Dataset entries
== Segment start ==

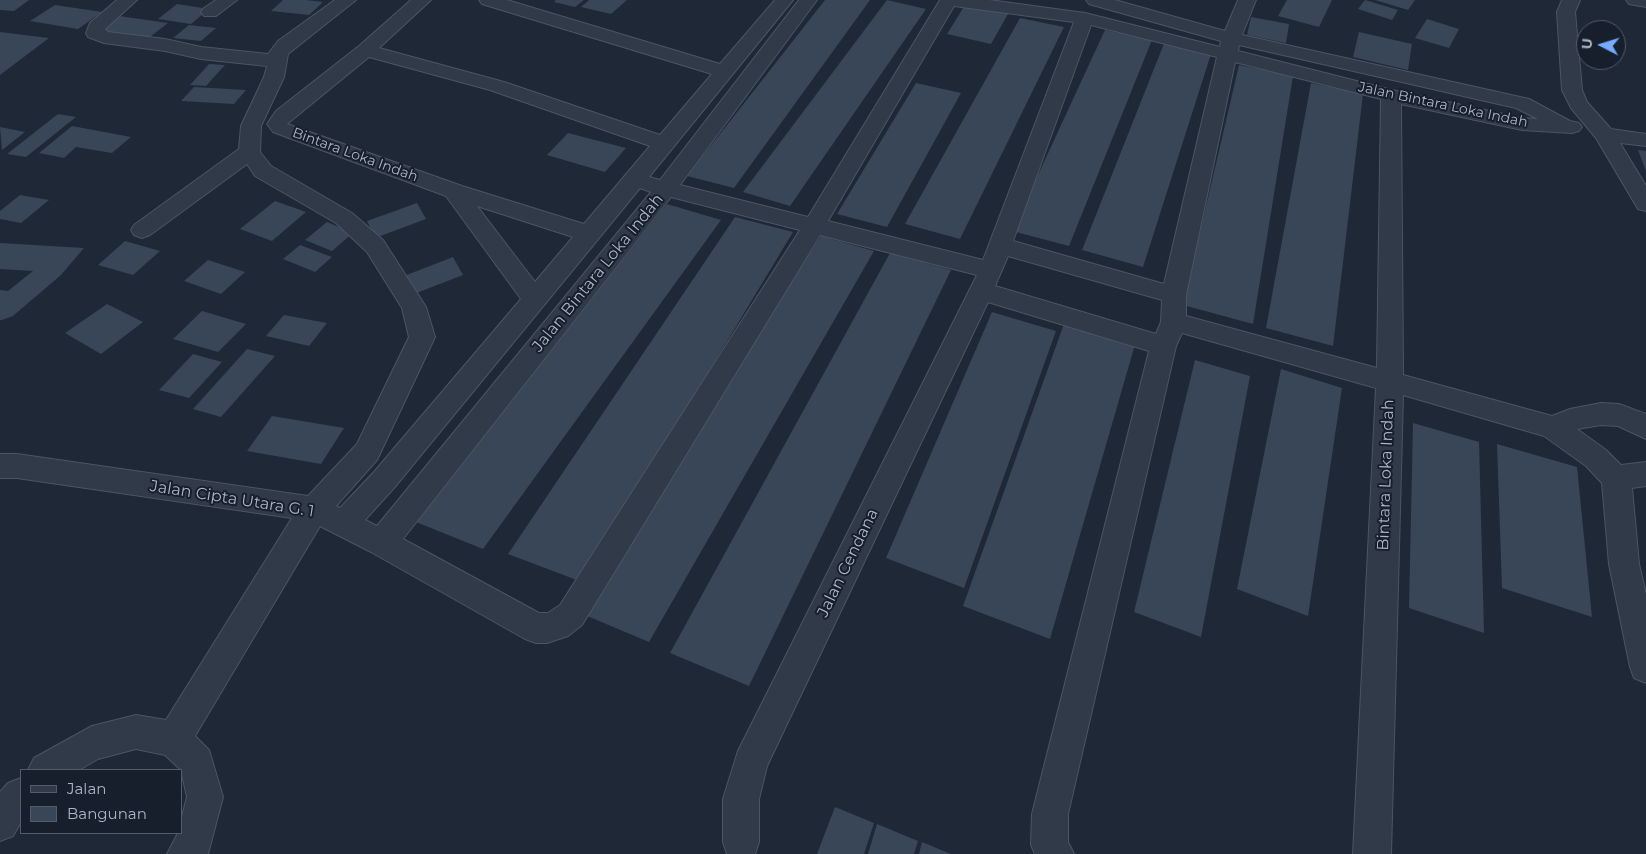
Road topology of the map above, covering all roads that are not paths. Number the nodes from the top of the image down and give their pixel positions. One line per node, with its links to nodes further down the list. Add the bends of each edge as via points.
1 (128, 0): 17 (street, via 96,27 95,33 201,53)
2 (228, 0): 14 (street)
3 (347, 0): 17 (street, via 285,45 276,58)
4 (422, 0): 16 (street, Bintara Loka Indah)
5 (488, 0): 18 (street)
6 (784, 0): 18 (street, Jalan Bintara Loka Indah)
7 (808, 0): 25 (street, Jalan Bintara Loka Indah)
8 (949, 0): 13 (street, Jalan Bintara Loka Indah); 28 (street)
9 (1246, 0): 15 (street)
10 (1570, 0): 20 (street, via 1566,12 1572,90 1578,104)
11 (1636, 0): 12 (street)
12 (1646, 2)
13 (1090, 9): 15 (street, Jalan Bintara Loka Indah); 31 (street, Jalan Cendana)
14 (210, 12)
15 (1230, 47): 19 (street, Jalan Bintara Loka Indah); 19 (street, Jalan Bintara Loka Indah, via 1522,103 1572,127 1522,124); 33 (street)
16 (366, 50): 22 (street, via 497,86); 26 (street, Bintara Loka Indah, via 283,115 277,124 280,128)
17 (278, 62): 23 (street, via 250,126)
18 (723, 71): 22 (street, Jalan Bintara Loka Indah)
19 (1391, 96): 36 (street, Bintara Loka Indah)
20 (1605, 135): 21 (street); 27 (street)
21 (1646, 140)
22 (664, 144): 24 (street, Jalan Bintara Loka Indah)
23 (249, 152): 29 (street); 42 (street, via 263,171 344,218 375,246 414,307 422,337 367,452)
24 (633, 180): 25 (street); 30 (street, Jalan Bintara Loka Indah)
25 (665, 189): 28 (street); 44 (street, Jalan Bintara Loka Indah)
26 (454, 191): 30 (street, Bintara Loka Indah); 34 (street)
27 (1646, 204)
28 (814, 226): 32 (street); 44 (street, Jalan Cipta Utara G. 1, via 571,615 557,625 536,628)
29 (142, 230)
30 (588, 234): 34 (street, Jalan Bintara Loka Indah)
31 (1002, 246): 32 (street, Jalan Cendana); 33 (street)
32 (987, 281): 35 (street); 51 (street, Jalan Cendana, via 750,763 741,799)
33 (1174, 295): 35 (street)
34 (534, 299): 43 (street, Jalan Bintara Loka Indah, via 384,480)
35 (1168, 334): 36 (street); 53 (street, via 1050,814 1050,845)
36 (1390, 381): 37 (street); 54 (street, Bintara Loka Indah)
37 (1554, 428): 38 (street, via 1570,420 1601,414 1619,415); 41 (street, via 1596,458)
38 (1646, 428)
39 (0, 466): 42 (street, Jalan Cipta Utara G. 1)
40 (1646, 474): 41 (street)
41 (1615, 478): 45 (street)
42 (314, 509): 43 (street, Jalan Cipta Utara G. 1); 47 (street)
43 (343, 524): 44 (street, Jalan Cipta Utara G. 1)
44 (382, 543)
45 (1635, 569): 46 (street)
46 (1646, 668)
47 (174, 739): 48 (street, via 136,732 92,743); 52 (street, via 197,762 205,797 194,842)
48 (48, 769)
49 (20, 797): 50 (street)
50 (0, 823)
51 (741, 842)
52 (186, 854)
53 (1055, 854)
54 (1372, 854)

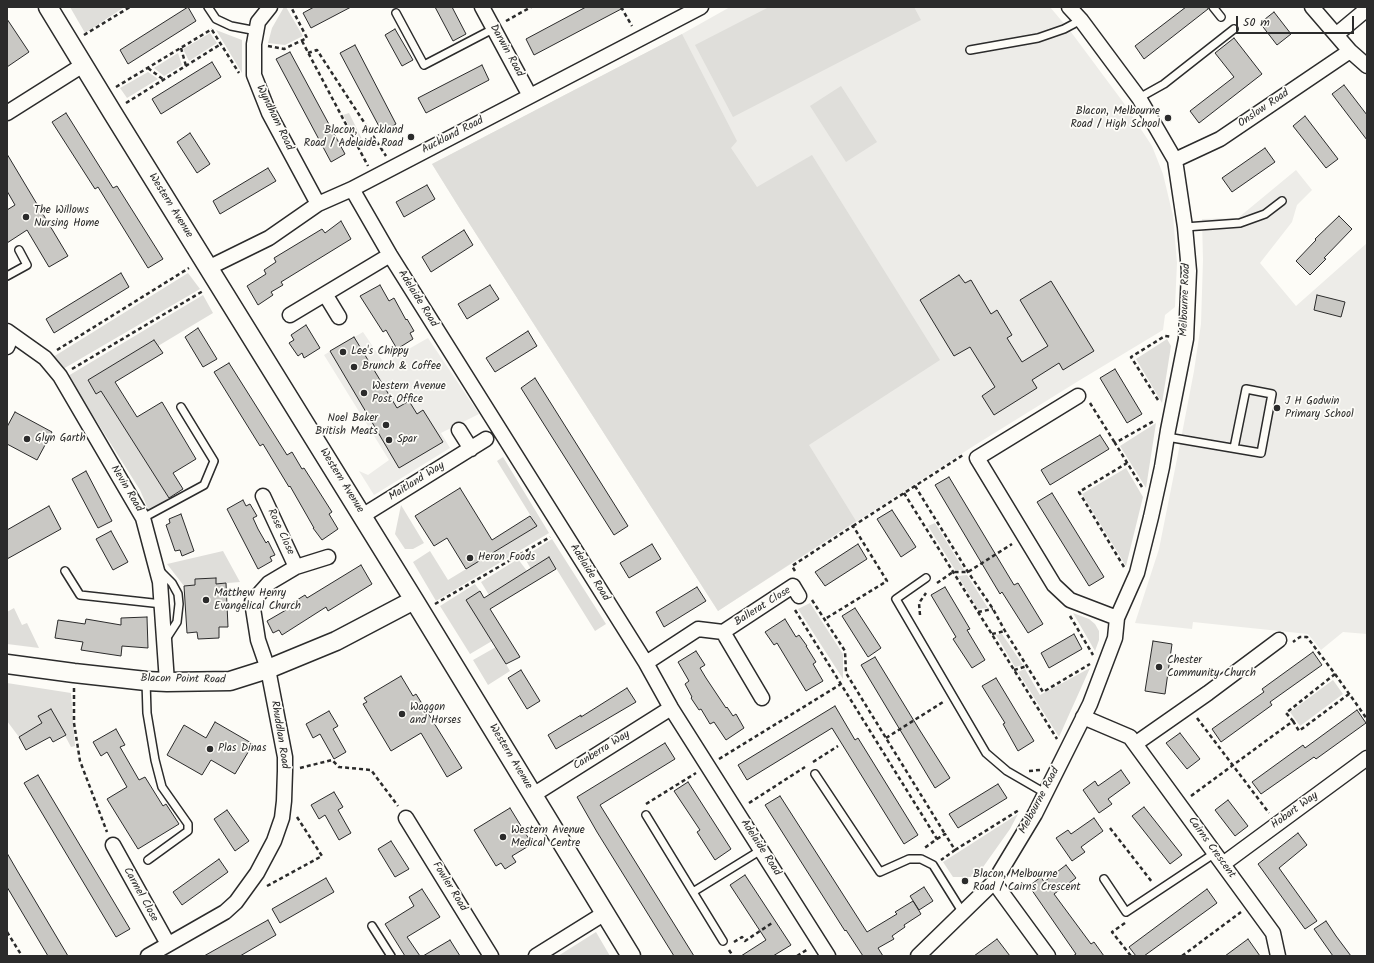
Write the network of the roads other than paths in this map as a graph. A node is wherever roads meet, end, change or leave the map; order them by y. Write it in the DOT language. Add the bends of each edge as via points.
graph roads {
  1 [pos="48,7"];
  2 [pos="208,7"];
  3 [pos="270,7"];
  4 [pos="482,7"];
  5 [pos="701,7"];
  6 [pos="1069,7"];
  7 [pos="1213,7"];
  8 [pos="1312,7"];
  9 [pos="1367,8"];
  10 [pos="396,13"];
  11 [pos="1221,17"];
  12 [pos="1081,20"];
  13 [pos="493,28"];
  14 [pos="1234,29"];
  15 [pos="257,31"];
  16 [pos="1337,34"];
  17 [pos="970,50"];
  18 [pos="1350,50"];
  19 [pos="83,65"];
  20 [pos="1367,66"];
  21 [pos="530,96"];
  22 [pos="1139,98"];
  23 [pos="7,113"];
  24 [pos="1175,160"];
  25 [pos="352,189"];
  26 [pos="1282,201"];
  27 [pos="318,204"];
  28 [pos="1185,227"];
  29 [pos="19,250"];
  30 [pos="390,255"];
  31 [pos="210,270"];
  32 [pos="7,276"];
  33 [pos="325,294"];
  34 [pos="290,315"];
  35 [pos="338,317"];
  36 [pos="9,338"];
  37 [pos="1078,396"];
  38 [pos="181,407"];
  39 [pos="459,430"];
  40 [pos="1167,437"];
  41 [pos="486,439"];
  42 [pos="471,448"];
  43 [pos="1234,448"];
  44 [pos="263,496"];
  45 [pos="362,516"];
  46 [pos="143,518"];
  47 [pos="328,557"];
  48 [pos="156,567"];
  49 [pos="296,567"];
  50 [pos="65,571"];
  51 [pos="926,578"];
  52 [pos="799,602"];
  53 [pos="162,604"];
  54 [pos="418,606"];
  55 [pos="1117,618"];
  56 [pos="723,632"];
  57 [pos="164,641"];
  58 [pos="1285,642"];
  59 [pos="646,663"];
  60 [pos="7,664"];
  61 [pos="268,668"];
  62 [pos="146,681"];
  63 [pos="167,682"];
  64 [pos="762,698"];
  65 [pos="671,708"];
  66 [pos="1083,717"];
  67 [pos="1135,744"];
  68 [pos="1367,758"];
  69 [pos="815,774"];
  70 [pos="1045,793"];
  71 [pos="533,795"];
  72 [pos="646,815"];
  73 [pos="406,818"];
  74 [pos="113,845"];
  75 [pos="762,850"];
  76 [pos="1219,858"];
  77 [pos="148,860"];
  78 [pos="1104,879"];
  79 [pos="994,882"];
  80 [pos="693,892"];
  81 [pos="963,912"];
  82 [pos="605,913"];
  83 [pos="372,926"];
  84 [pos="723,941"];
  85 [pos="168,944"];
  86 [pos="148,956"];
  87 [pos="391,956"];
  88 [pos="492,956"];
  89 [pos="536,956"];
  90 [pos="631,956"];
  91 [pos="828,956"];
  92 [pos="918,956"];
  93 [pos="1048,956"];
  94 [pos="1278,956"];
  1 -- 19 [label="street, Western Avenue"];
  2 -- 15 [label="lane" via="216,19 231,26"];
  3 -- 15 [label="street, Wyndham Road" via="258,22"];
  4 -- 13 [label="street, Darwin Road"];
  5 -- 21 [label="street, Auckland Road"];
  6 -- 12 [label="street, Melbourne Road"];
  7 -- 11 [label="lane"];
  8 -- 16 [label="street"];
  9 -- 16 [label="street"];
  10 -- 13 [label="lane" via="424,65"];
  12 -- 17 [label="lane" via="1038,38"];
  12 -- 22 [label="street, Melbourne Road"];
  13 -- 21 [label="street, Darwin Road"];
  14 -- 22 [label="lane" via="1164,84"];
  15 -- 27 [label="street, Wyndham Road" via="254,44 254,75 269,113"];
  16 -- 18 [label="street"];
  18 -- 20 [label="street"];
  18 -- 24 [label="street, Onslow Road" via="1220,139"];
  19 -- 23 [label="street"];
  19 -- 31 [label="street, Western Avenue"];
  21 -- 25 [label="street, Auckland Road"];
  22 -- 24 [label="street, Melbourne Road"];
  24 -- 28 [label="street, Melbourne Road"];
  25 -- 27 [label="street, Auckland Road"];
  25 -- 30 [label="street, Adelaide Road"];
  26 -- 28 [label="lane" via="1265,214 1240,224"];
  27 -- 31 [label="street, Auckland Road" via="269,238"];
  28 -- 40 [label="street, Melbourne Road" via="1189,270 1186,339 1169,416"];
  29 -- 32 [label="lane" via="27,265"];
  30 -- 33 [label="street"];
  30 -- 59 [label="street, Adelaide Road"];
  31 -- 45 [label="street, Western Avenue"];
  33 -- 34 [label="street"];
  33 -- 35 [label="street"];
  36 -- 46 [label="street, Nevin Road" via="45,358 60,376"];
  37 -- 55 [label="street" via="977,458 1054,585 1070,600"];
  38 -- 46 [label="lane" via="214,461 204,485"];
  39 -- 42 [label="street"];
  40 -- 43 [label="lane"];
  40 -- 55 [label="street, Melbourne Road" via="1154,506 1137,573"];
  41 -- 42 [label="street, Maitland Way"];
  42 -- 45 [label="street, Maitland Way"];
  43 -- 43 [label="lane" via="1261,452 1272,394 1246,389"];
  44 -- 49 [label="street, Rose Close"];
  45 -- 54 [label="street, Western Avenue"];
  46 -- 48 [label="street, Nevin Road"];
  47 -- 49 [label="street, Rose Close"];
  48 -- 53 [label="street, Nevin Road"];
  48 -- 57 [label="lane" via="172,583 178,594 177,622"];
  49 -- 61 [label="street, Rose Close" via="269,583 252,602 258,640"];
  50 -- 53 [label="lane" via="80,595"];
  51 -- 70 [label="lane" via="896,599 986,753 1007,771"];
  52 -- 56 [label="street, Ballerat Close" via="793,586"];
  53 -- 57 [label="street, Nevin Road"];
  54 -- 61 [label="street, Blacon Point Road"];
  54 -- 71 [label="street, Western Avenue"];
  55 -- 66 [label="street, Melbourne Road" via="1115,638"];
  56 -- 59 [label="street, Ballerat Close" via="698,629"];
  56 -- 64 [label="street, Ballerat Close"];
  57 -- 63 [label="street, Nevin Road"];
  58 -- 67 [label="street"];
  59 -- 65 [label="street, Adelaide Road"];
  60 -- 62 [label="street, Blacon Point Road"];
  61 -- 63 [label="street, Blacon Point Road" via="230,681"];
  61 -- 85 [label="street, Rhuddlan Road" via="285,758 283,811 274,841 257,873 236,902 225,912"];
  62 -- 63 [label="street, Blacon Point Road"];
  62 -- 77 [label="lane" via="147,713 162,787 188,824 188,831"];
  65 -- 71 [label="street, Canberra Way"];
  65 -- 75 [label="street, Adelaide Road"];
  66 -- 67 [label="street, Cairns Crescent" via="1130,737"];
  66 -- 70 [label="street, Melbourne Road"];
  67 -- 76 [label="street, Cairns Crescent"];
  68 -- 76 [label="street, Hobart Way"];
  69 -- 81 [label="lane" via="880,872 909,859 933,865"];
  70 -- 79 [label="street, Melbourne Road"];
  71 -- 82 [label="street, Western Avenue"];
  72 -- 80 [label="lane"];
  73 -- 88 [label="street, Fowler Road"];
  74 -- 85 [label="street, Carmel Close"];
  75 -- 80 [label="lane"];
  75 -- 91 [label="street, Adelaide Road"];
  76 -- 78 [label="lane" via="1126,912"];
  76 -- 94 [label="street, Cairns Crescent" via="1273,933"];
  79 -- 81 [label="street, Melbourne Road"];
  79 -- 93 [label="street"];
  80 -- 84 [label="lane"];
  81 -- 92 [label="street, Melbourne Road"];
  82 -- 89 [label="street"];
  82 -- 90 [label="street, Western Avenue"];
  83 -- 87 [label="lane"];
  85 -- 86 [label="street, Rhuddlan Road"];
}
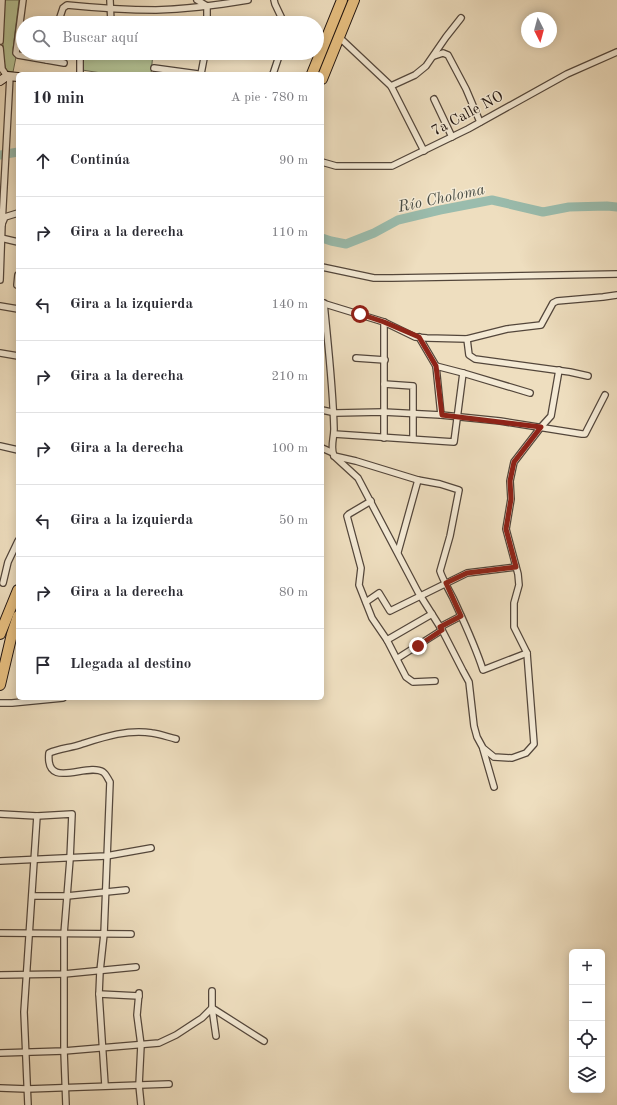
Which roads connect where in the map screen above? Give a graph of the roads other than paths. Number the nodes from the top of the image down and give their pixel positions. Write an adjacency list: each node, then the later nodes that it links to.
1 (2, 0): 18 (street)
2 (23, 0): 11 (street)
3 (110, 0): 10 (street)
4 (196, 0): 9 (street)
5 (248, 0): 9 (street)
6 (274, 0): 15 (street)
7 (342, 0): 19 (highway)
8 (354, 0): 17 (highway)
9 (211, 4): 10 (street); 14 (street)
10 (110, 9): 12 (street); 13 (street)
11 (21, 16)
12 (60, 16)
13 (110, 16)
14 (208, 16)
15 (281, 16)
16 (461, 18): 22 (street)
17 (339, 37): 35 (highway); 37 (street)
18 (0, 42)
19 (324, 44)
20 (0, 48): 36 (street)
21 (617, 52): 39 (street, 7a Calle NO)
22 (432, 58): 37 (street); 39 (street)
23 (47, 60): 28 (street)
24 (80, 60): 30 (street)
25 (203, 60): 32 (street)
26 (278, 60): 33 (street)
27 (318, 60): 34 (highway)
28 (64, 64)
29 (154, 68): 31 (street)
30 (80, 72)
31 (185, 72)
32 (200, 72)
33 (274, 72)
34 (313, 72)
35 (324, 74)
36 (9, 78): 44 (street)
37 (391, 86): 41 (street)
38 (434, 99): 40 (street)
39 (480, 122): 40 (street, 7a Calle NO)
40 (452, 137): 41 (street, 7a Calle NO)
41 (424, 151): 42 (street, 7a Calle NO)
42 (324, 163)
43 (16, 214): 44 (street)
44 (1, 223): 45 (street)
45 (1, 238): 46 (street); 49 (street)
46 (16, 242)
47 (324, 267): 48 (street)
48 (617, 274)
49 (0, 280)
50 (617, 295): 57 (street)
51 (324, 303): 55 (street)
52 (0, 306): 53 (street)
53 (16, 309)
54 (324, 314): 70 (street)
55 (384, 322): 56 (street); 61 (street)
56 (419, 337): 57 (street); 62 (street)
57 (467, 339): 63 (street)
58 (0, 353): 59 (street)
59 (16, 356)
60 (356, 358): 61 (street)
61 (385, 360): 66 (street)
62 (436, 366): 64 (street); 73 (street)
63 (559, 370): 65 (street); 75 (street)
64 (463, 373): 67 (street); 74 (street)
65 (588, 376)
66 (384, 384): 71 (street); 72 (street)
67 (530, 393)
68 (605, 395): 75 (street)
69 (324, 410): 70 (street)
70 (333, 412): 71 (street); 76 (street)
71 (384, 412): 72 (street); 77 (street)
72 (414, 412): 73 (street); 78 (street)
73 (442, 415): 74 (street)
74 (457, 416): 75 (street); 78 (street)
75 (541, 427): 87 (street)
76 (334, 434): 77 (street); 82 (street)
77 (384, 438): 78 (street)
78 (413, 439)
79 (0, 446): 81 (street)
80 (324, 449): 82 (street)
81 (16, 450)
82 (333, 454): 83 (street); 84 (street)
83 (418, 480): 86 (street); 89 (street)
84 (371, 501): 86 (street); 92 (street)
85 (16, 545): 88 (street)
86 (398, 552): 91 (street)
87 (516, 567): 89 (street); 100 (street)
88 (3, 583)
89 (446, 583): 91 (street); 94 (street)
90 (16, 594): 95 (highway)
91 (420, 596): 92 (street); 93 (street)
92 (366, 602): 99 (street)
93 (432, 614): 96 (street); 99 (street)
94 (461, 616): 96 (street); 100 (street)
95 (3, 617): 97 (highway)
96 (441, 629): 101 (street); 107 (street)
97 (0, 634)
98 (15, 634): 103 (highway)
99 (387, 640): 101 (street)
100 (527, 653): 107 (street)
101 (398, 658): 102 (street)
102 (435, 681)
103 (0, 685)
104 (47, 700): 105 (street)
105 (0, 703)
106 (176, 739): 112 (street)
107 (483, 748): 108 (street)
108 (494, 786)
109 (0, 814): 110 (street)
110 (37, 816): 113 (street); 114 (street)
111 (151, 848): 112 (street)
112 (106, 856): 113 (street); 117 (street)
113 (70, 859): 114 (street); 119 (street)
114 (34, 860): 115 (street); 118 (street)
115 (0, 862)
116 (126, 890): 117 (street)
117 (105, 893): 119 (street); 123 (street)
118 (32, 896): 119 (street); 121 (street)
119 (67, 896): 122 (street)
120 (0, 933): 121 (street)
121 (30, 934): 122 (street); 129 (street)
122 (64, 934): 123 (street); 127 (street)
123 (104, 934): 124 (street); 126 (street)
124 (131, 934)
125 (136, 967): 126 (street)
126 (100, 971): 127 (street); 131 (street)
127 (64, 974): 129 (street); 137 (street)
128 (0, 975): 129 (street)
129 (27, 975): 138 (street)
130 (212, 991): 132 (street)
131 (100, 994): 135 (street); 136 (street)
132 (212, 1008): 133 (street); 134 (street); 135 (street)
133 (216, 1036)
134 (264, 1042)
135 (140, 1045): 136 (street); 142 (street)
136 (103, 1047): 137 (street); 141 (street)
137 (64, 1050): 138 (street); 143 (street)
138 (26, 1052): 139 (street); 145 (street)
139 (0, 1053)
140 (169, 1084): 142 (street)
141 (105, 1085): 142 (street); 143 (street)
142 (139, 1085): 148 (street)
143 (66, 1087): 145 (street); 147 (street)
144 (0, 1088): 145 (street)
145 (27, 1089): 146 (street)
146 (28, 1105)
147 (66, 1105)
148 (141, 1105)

== Segment end ==

REQUIREMENT: In the records, locate each line holding the string "their" and copy it.

EXERCISE RESPONSE:
Road topology of the map above, covering all roads that are not paths. Number the nodes from the top of the image down and give their pixel positions. One line per node, with its links to nodes further down the list. Add the bends of each edge as via points.
Which roads connect where in the map screen above? Give a graph of the roads other than paths. Number the nodes from the top of the image down and give their pixel positions. Write an adjacency list: each node, then the later nodes that it links to.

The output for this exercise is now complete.